Of all the lines in the records below, copy only those that contain the string "CHURCH".
(Beginning of Supplied records)
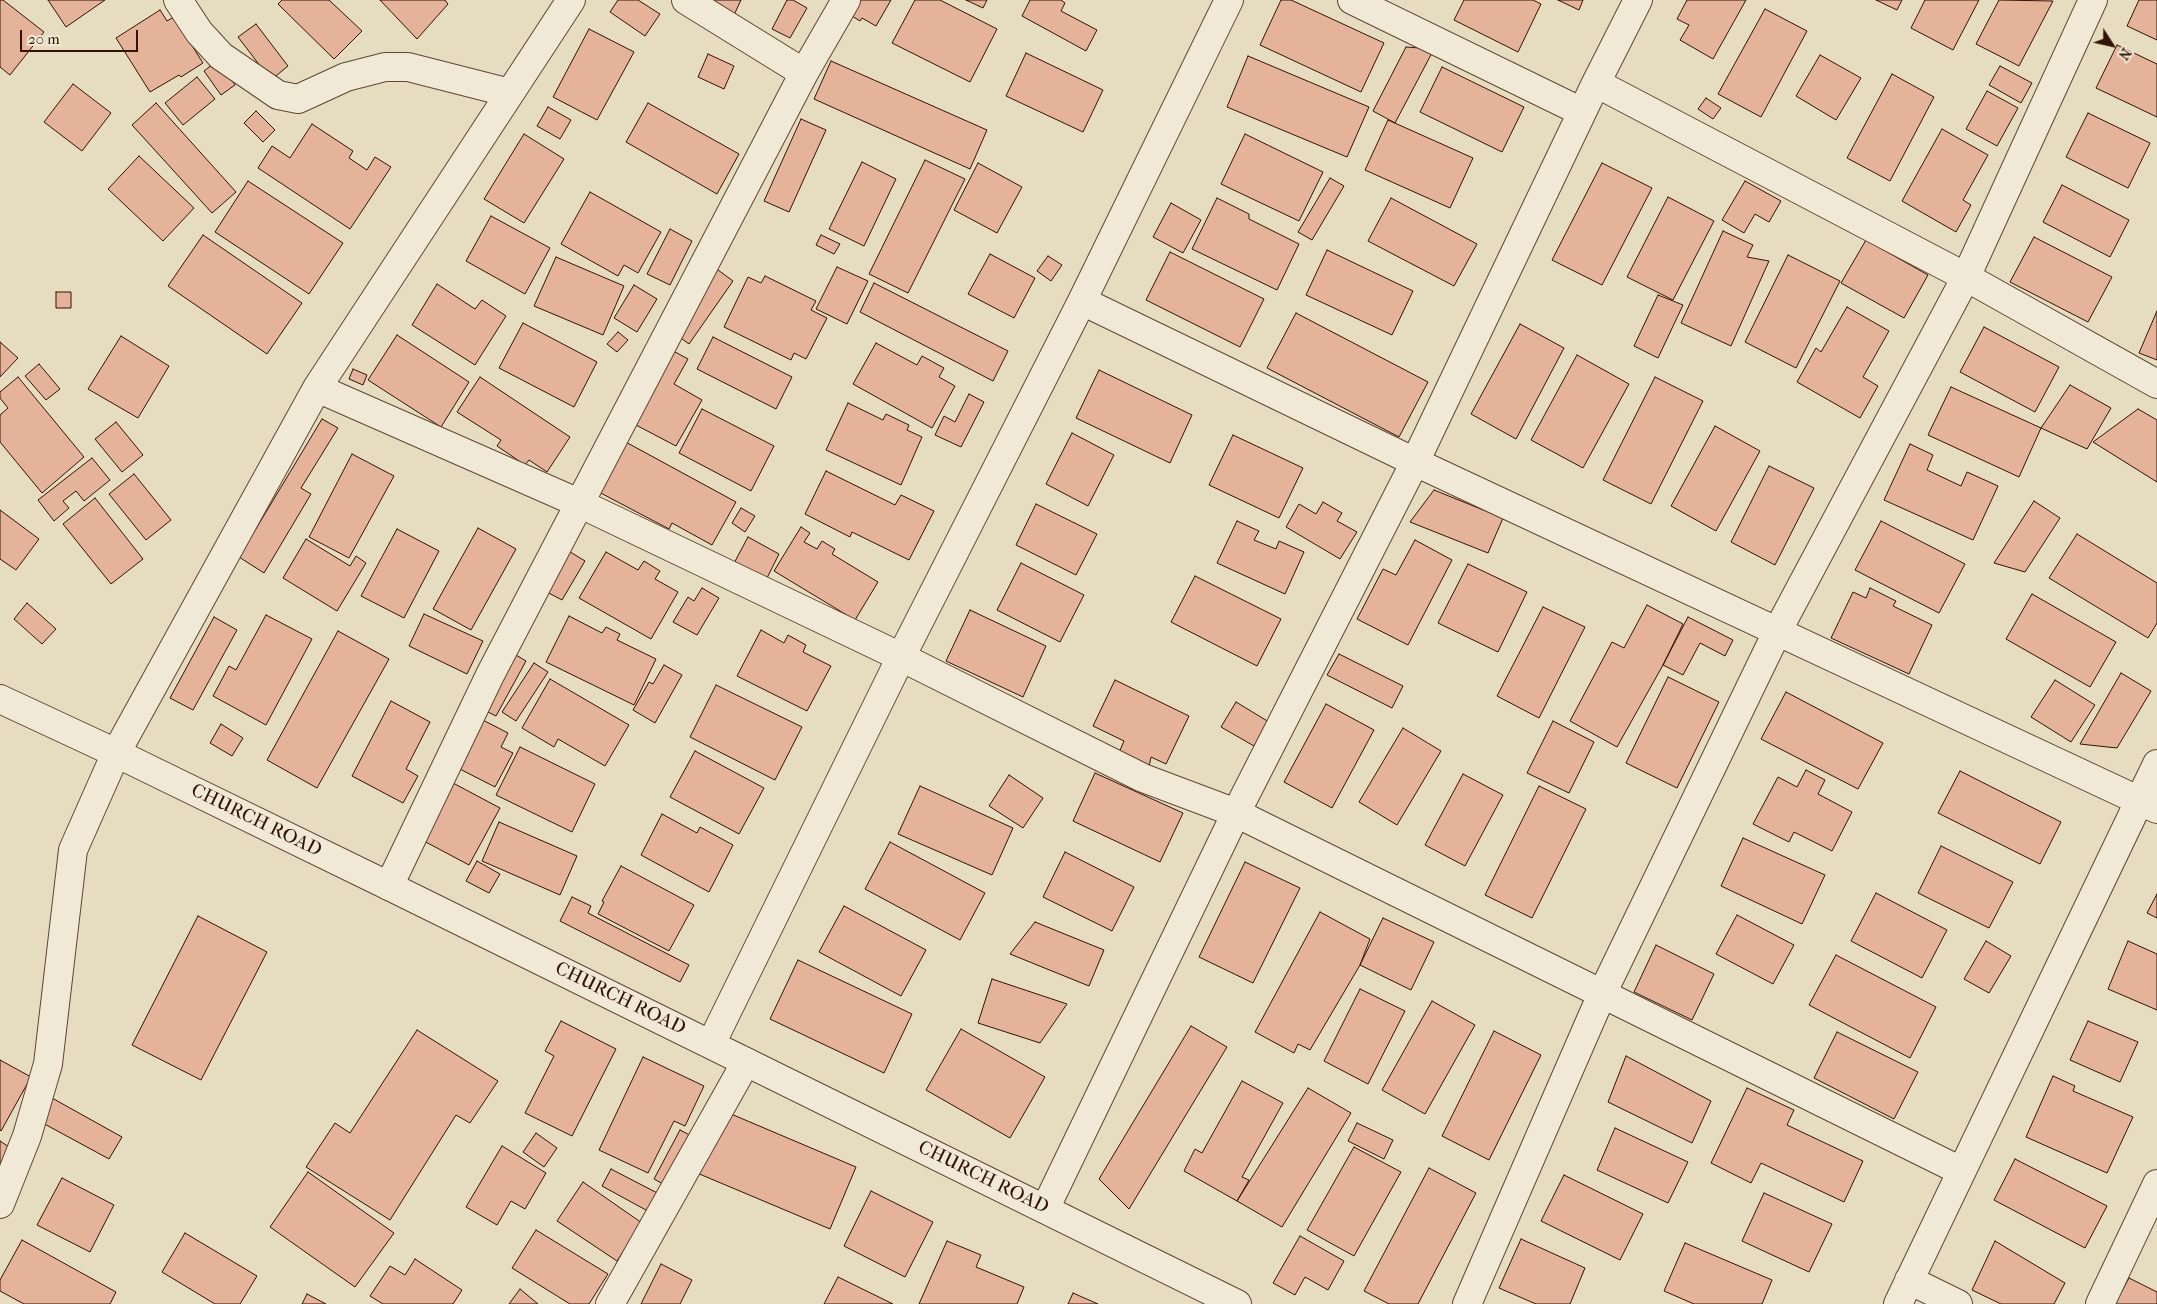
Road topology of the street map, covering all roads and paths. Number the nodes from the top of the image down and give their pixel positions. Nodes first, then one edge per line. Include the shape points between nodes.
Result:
1 (178, 0) edge
2 (571, 0) edge
3 (686, 0) edge
4 (846, 0) edge
5 (1229, 0) edge
6 (1352, 0) edge
7 (1638, 0) edge
8 (2093, 0) edge
9 (804, 73) junction
10 (1596, 83) junction
11 (510, 93) junction
12 (1582, 112) junction
13 (1966, 277) junction
14 (1082, 301) junction
15 (2157, 384) edge
16 (317, 388) junction
17 (1415, 462) junction
18 (580, 504) junction
19 (1778, 630) junction
20 (901, 657) junction
21 (0, 700) edge
22 (116, 752) junction
23 (2157, 764) edge
24 (2148, 804) edge
25 (1236, 813) junction
26 (389, 886) junction
27 (1602, 994) junction
28 (711, 1044) junction
29 (746, 1062) junction
30 (1961, 1171) junction
31 (2157, 1184) edge
32 (0, 1204) edge
33 (1045, 1209) junction
34 (1904, 1292) edge
35 (610, 1304) edge
36 (1237, 1304) edge
37 (1467, 1304) edge
38 (1958, 1304) edge
39 (2100, 1304) edge

1 - 11 street via 199,32 222,56 278,95 298,99 346,77 385,67 408,67
2 - 11 street
3 - 9 street
4 - 9 street
5 - 14 street
6 - 12 street
7 - 10 street
8 - 13 street
9 - 18 street
10 - 12 street
10 - 13 street
11 - 16 street
12 - 17 street
13 - 15 street
13 - 19 street
14 - 17 street
14 - 20 street
16 - 18 street
16 - 22 street
17 - 19 street
17 - 25 street
18 - 20 street
18 - 26 street via 490,674
19 - 24 street
19 - 27 street
20 - 25 street via 1134,774
20 - 28 street
21 - 22 street, CHURCH ROAD
22 - 26 street, CHURCH ROAD
22 - 32 street via 73,850 48,1064 27,1136
23 - 24 street
24 - 30 street
25 - 27 street
25 - 33 street
26 - 28 street, CHURCH ROAD
27 - 30 street
27 - 37 street
28 - 29 street, CHURCH ROAD
29 - 33 street, CHURCH ROAD
29 - 35 street
30 - 34 street
31 - 39 street
33 - 36 street, CHURCH ROAD
34 - 38 street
(End of Supplied records)
* Completed task
21 - 22 street, CHURCH ROAD
22 - 26 street, CHURCH ROAD
26 - 28 street, CHURCH ROAD
28 - 29 street, CHURCH ROAD
29 - 33 street, CHURCH ROAD
33 - 36 street, CHURCH ROAD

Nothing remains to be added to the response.